- From: Bijan Parsia <bparsia@cs.man.ac.uk>
- Date: Fri, 20 Mar 2009 12:16:55 +0000
- To: W3C OWL Working Group <public-owl-wg@w3.org>
This is mostly a reminder to myself, but also for Sandro and any interested parties. http://chatlogs.planetrdf.com/swig/2009-03-19#T17-18-49 This validates, I think, our use of a server side transform. Also, it looks like we can output NTriples instead of RDF/XML. The spec allows it (scrollup in that chat transcript) and major engines (like Jena) accept it. I would prefer we used XSLT 2.0 so we can at least make it somewhat typesafe. From a security perspective, it seems that Jena puts up a warning at least the first time you use GRDDL, but it's unclear if it does it every time it downloads a new transform.

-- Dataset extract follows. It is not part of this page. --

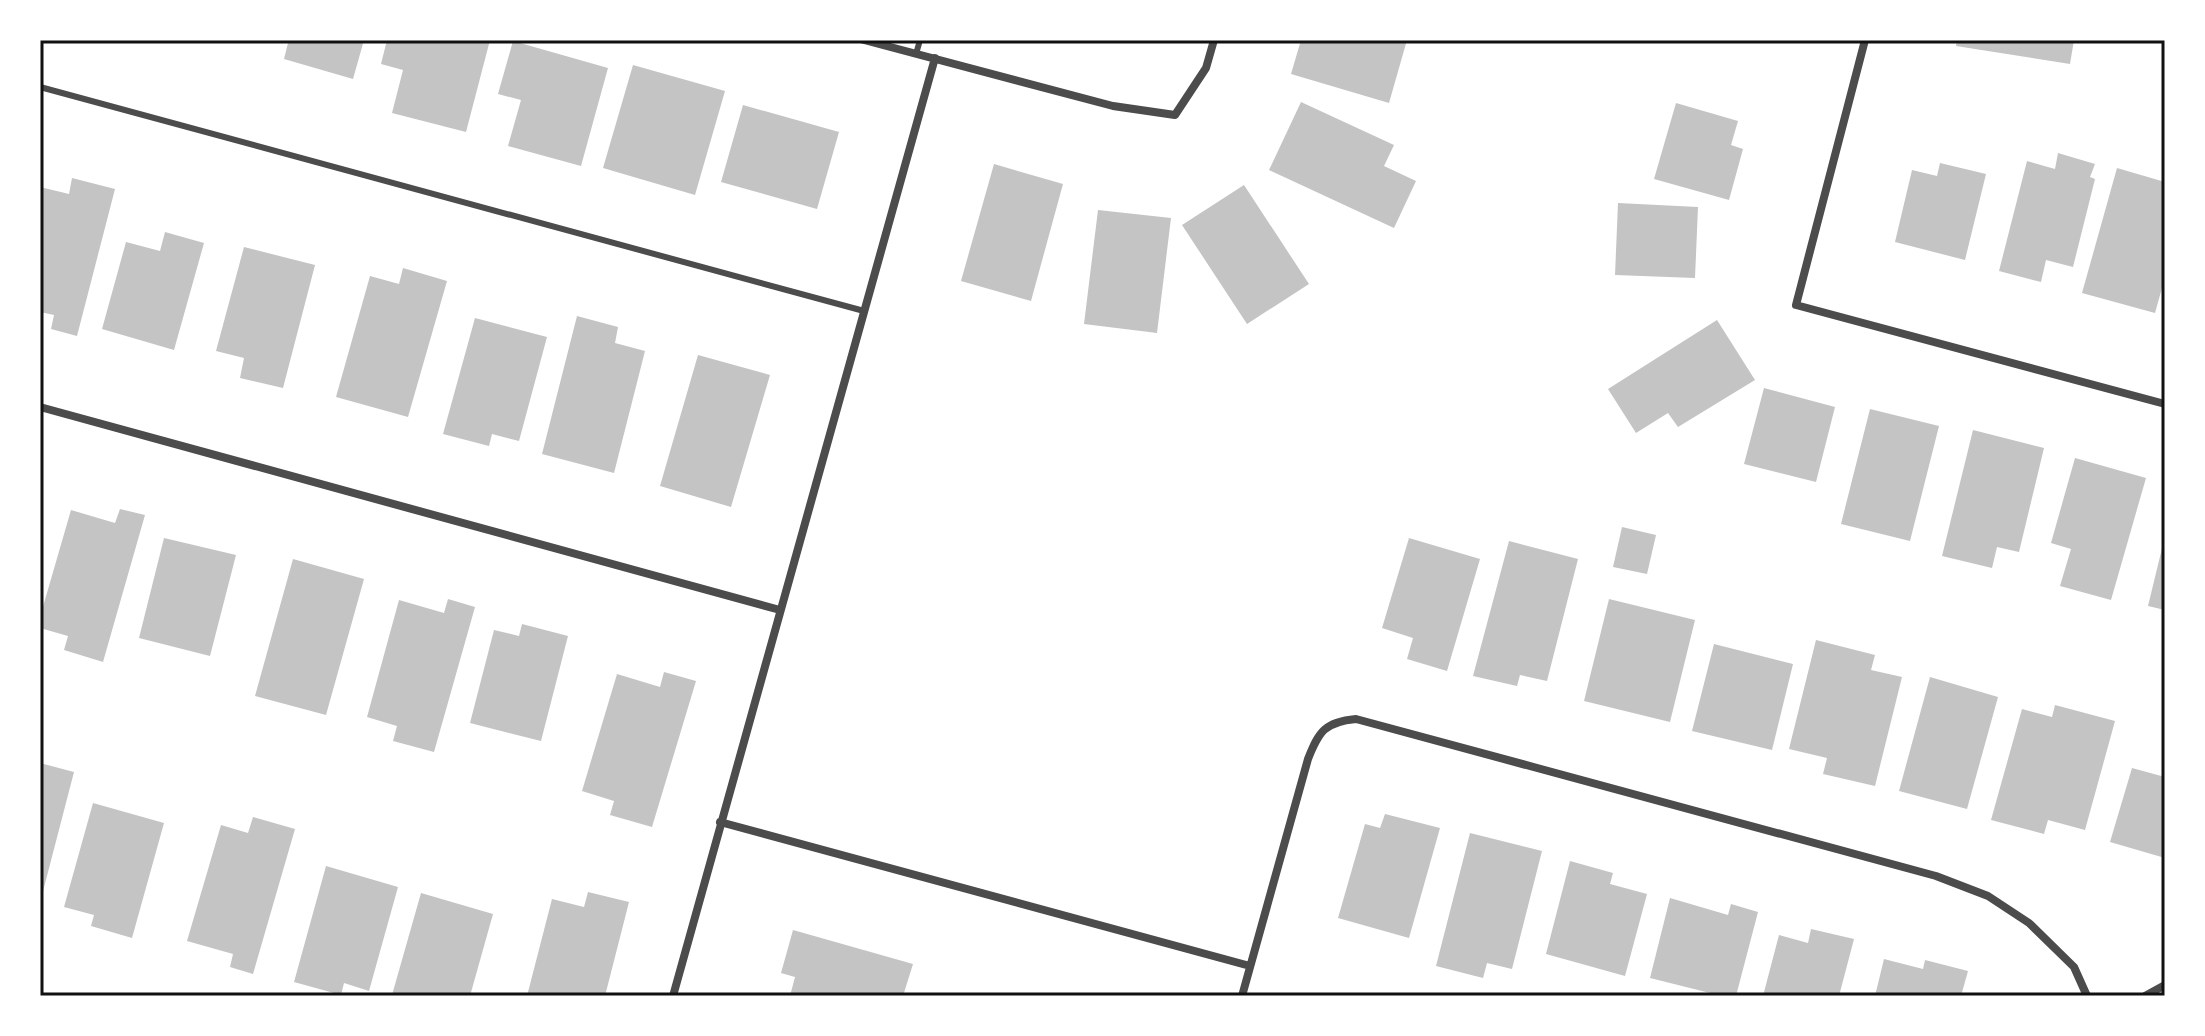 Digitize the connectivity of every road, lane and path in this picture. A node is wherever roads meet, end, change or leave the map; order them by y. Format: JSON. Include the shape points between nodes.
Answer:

I don't know if it caches, so the effect on W3C traffic is still unknown. I don't know anything momre about signing or checksumming the XSLT, so I think it still is a fairly large security risk. My (subjective) impression from the #swig chat is that there are active portions of the GRDDL community who are less...militant about the form of the transform and its mode of delivery. So, we should consider whether the vocal pro-specific-transform-delivered- specifically are, in fact, representative. Obviously, this is subject to confirmation bias on my part. But given that several (though not *all*, by any means!) of the vehement pro- GRDDL people are also, independently anti-OWL/XML and not obvious users of it, I do believe that we do not need to go overboard wrt catering to their demands. This does not mean I am, by any means, backing out of the tripartite compromise. But it does mean that my motivation for the compromise is weakened compared to the worries I have about GRDDL (esp. at this point, the security issues). Cheers, Bijan.